----- Given entries
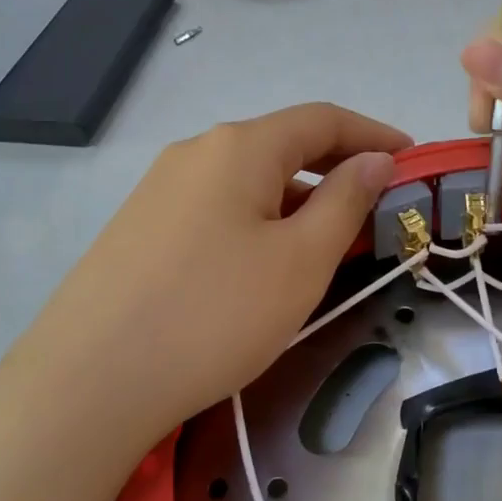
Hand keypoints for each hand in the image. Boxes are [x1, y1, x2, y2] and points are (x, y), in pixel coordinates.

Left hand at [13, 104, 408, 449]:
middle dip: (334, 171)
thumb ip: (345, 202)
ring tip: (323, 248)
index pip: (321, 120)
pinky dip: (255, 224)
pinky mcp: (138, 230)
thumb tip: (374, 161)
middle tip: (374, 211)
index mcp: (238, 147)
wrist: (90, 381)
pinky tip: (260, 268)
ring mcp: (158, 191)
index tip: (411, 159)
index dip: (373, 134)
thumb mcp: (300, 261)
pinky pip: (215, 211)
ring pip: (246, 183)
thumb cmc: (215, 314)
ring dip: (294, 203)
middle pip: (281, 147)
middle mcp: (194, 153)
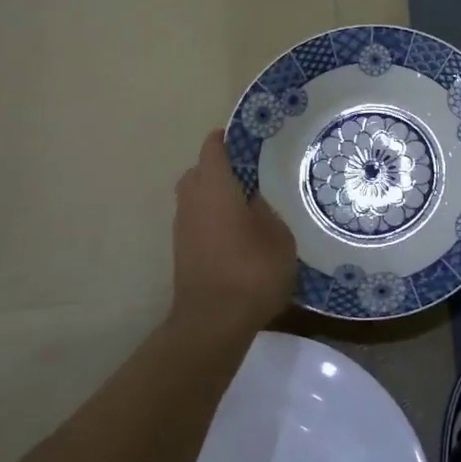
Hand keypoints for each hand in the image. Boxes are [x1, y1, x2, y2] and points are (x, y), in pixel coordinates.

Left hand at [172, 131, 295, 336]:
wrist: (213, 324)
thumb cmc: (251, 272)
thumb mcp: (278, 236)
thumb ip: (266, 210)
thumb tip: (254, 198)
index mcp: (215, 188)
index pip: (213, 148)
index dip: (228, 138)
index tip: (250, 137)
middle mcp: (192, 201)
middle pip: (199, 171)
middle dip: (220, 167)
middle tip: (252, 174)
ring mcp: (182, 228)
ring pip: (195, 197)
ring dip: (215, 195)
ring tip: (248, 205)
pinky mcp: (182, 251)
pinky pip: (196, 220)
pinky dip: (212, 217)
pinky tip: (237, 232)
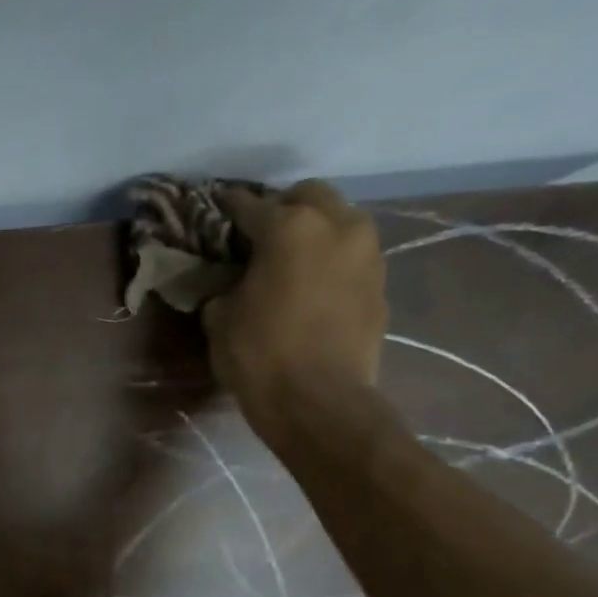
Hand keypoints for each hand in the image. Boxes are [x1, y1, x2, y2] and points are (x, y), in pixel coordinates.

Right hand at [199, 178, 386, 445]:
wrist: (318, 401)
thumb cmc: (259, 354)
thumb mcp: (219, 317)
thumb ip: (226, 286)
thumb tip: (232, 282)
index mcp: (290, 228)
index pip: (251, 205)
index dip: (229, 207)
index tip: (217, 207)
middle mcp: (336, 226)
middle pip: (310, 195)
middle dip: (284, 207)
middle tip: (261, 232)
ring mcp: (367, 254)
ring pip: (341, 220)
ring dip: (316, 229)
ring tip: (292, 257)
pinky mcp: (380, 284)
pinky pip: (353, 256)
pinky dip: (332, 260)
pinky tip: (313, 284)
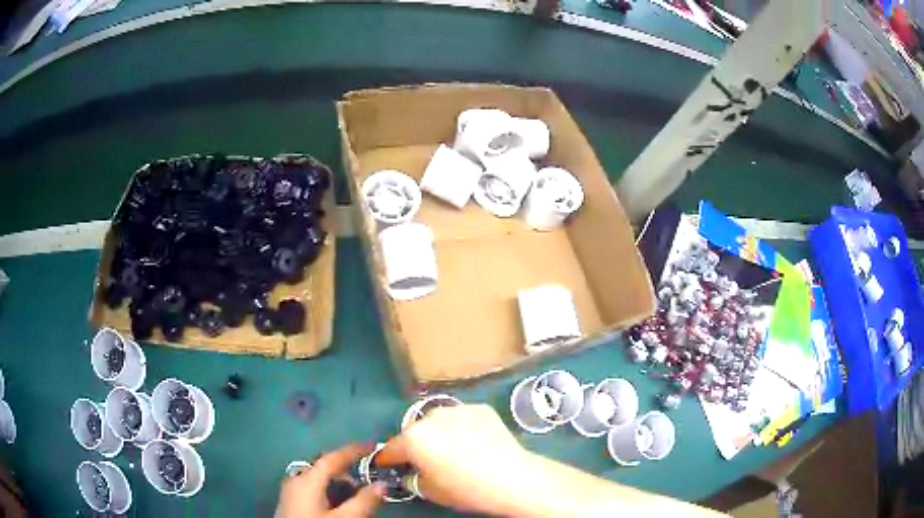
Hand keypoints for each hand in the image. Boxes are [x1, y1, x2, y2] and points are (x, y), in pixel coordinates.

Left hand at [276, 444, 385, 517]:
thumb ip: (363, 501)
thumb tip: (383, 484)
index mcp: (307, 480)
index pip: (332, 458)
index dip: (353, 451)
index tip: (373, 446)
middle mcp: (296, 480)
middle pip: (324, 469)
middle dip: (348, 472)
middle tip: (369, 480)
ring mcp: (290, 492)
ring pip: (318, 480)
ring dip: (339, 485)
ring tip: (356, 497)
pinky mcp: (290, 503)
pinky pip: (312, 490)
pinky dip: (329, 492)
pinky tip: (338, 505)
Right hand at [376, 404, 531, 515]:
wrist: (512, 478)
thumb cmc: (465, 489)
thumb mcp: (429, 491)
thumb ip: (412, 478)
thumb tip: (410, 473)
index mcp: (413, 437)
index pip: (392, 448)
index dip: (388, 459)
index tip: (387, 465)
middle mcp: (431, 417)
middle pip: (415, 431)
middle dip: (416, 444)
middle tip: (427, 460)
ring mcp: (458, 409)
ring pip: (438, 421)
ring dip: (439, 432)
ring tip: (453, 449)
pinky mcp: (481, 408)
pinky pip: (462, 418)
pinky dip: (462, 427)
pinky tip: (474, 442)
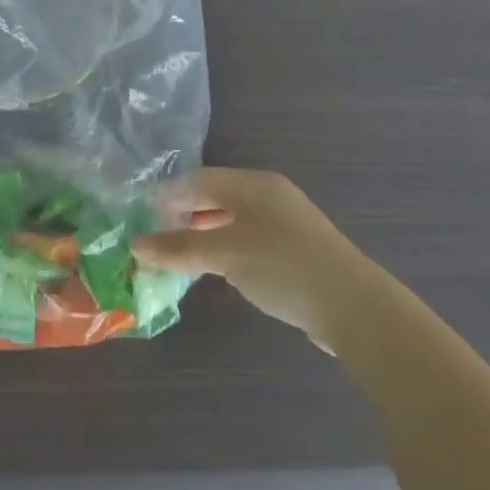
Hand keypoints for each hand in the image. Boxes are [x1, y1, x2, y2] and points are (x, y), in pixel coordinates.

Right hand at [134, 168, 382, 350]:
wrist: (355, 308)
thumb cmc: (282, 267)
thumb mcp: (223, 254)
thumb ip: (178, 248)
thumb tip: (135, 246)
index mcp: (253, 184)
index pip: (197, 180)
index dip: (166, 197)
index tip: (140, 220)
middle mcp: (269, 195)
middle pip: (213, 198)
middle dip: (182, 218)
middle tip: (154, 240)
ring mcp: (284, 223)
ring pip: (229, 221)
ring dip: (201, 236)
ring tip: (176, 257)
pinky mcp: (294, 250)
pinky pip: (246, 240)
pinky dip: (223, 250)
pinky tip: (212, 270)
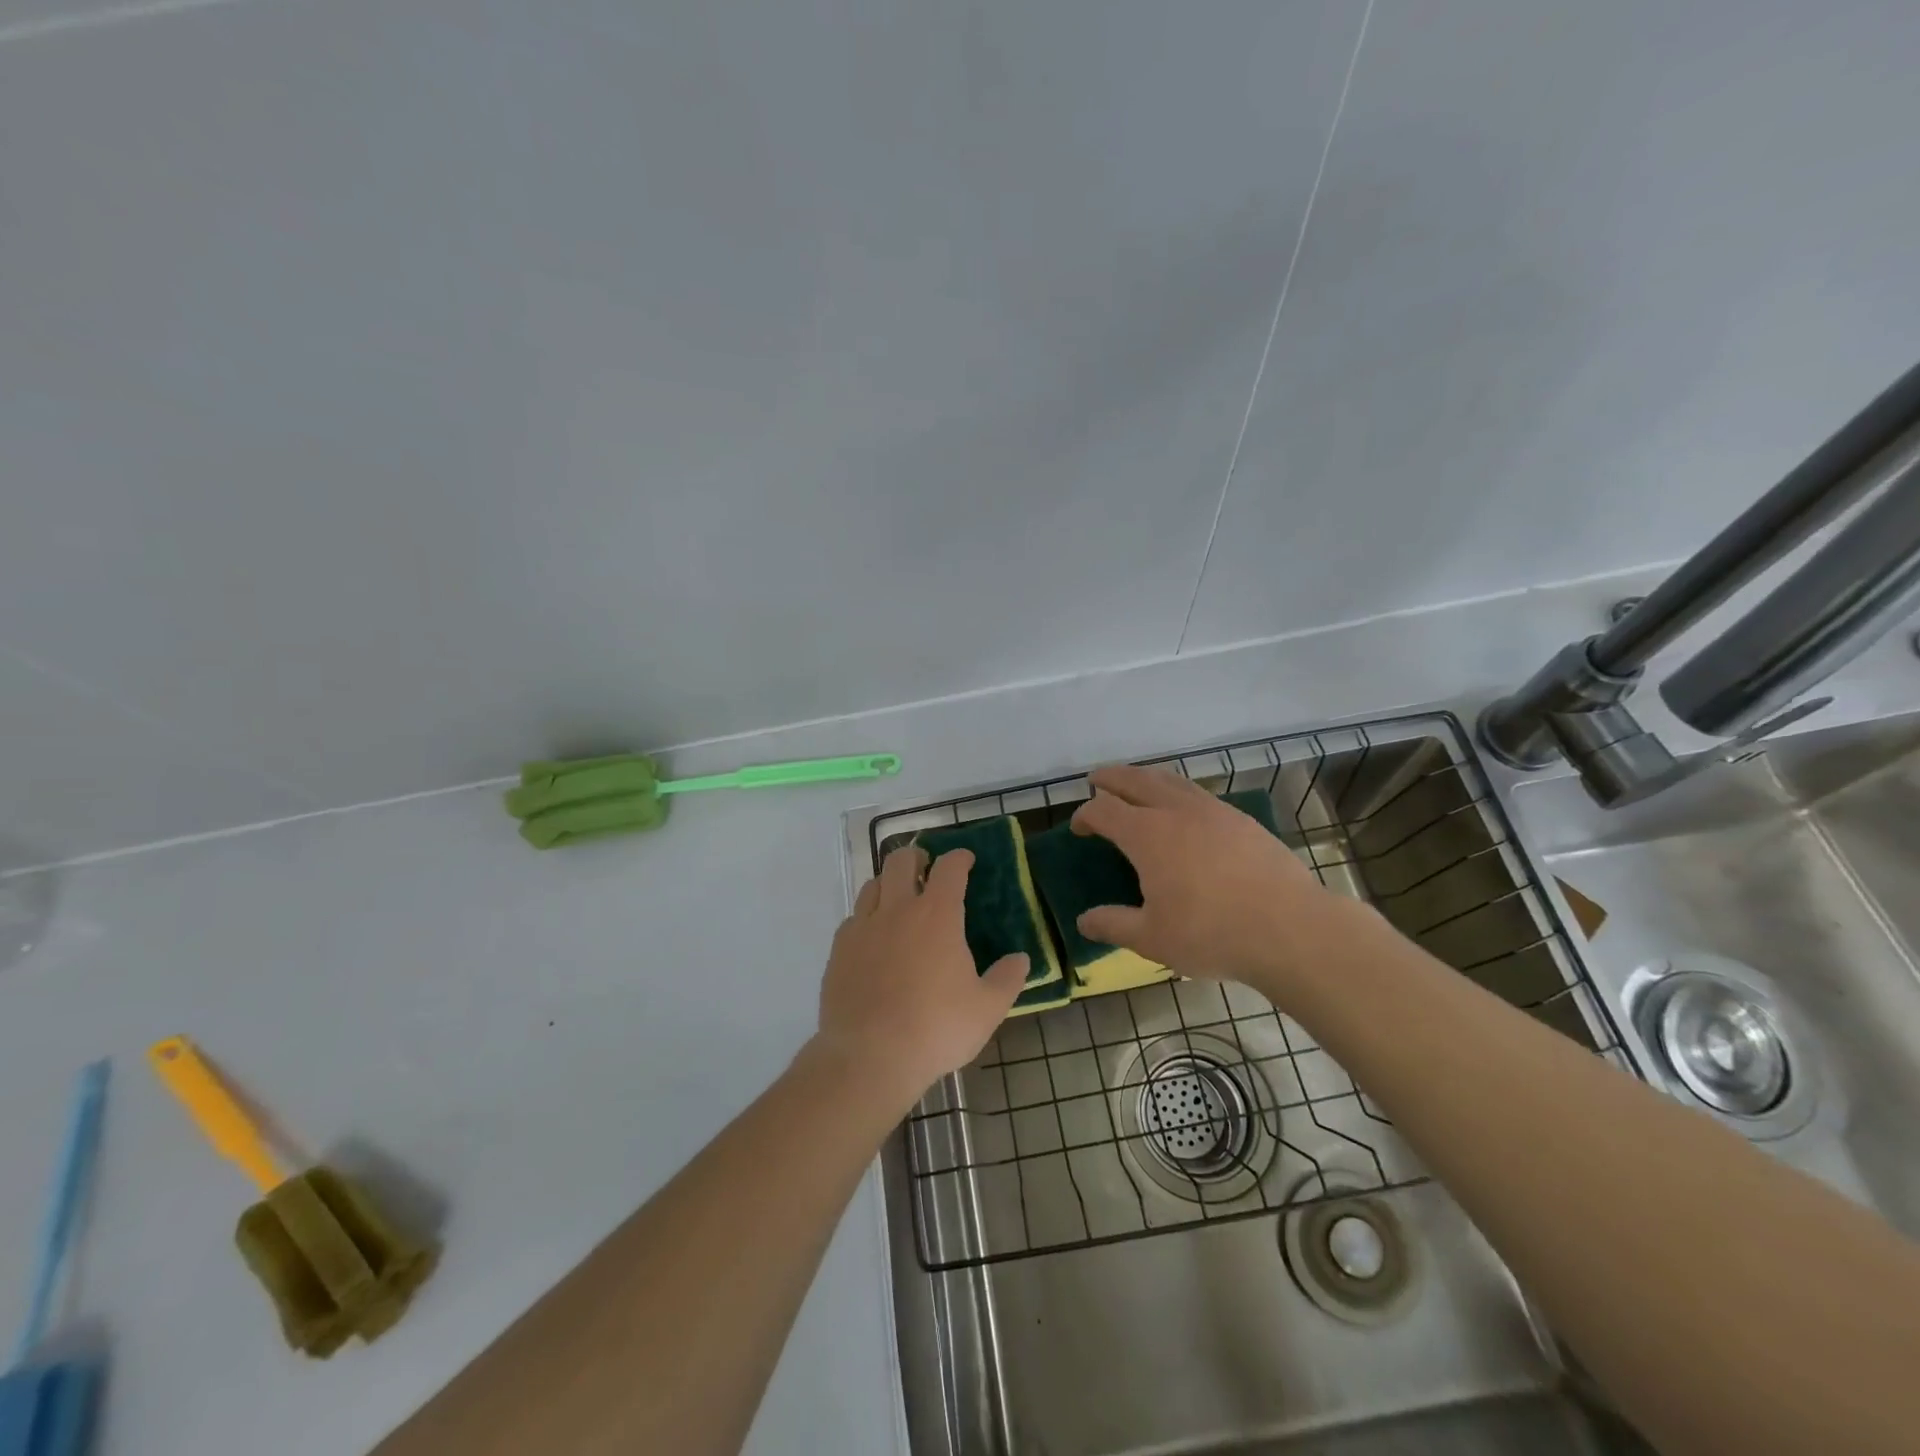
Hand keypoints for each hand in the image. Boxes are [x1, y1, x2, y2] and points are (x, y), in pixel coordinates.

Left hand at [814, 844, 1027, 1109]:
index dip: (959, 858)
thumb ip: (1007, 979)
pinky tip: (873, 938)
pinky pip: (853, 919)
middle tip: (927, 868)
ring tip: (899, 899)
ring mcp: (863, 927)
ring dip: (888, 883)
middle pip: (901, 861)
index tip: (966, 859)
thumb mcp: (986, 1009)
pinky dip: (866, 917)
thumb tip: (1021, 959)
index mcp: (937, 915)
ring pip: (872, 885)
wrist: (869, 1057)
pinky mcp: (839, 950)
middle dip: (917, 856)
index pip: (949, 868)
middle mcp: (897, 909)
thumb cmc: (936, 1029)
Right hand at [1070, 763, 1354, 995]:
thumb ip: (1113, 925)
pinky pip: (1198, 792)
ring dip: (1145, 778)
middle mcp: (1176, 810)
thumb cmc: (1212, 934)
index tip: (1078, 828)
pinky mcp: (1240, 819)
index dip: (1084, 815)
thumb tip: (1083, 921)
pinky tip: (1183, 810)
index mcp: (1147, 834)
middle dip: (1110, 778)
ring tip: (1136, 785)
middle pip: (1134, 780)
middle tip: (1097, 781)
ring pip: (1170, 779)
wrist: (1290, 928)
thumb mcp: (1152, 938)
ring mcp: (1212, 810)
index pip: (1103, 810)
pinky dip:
----------
Task goal:
Take from the listing above each line that contains the string "wrist".

Task response:
wrist: (90, 381)
wrist: (213, 324)
wrist: (318, 401)
wrist: (512, 478)
wrist: (355, 308)
wrist: (869, 1057)
wrist: (1290, 928)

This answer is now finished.